▸ **What is being asked**:
Would you please reproduce all the entries exactly, leaving the pictures out?
Records shown START
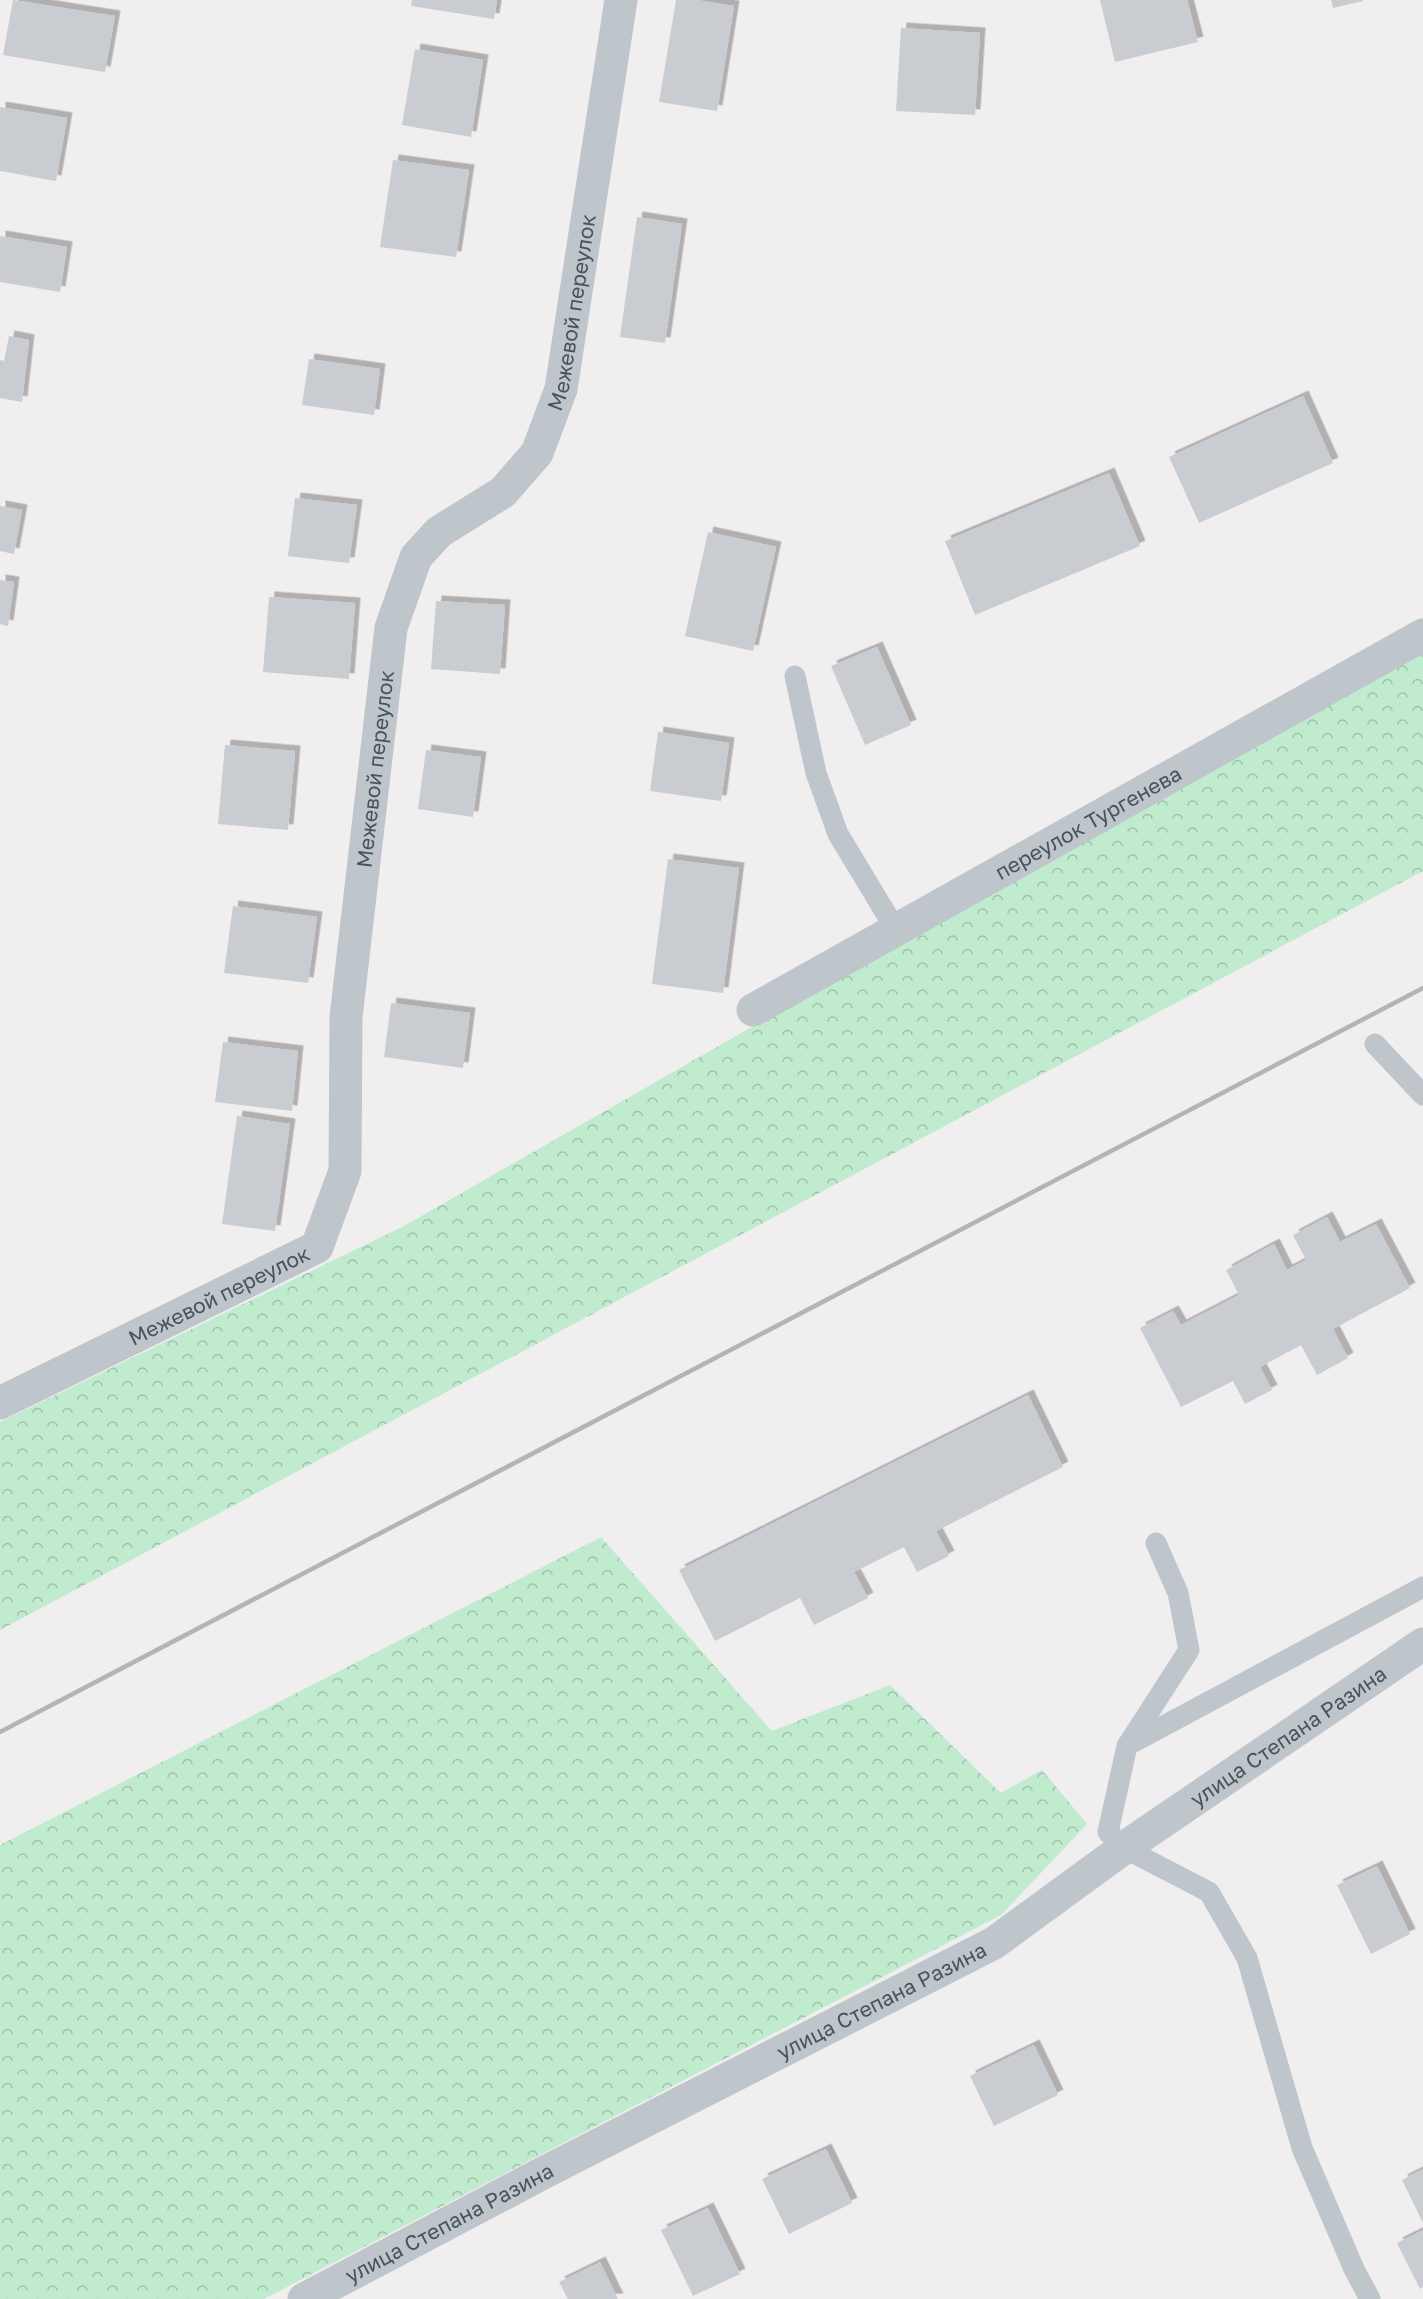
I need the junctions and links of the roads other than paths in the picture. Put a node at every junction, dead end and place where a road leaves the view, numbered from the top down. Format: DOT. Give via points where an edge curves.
graph roads {
  1 [pos="621,0"];
  2 [pos="1423,635"];
  3 [pos="795,676"];
  4 [pos="896,930"];
  5 [pos="753,1010"];
  6 [pos="1375,1044"];
  7 [pos="1423,1095"];
  8 [pos="0,1403"];
  9 [pos="1156,1543"];
  10 [pos="1423,1587"];
  11 [pos="1423,1644"];
  12 [pos="1127,1746"];
  13 [pos="1124,1848"];
  14 [pos="304,2299"];
  15 [pos="1370,2299"];
  1 -- 8 [label="street, Межевой переулок" via="561,389 537,453 503,492 439,532 416,557 391,628 346,1017 345,1171 317,1247"];
  2 -- 4 [label="street, переулок Тургенева"];
  3 -- 4 [label="lane" via="816,773 838,834"];
  4 -- 5 [label="street, переулок Тургенева"];
  6 -- 7 [label="lane"];
  9 -- 12 [label="lane" via="1178,1593 1189,1650"];
  10 -- 12 [label="lane"];
  11 -- 13 [label="street, улица Степана Разина"];
  12 -- 13 [label="lane" via="1108,1832"];
  13 -- 14 [label="street, улица Степана Разина" via="994,1943"];
  13 -- 15 [label="lane" via="1209,1892 1247,1958 1302,2148"];
}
Records shown END
▸ **Task response**:
I need the junctions and links of the roads other than paths in the picture. Put a node at every junction, dead end and place where a road leaves the view, numbered from the top down. Format: DOT. Give via points where an edge curves.
graph roads {
  1 [pos="621,0"];
  2 [pos="1423,635"];
  3 [pos="795,676"];
  4 [pos="896,930"];
  5 [pos="753,1010"];
  6 [pos="1375,1044"];
  7 [pos="1423,1095"];
  8 [pos="0,1403"];
  9 [pos="1156,1543"];
  10 [pos="1423,1587"];
  11 [pos="1423,1644"];
  12 [pos="1127,1746"];
  13 [pos="1124,1848"];
  14 [pos="304,2299"];
  15 [pos="1370,2299"];
  1 -- 8 [label="street, Межевой переулок" via="561,389 537,453 503,492 439,532 416,557 391,628 346,1017 345,1171 317,1247"];
  2 -- 4 [label="street, переулок Тургенева"];
  3 -- 4 [label="lane" via="816,773 838,834"];
  4 -- 5 [label="street, переулок Тургенева"];
  6 -- 7 [label="lane"];
  9 -- 12 [label="lane" via="1178,1593 1189,1650"];
  10 -- 12 [label="lane"];
  11 -- 13 [label="street, улица Степана Разина"];
  12 -- 13 [label="lane" via="1108,1832"];
  13 -- 14 [label="street, улица Степана Разина" via="994,1943"];
  13 -- 15 [label="lane" via="1209,1892 1247,1958 1302,2148"];
}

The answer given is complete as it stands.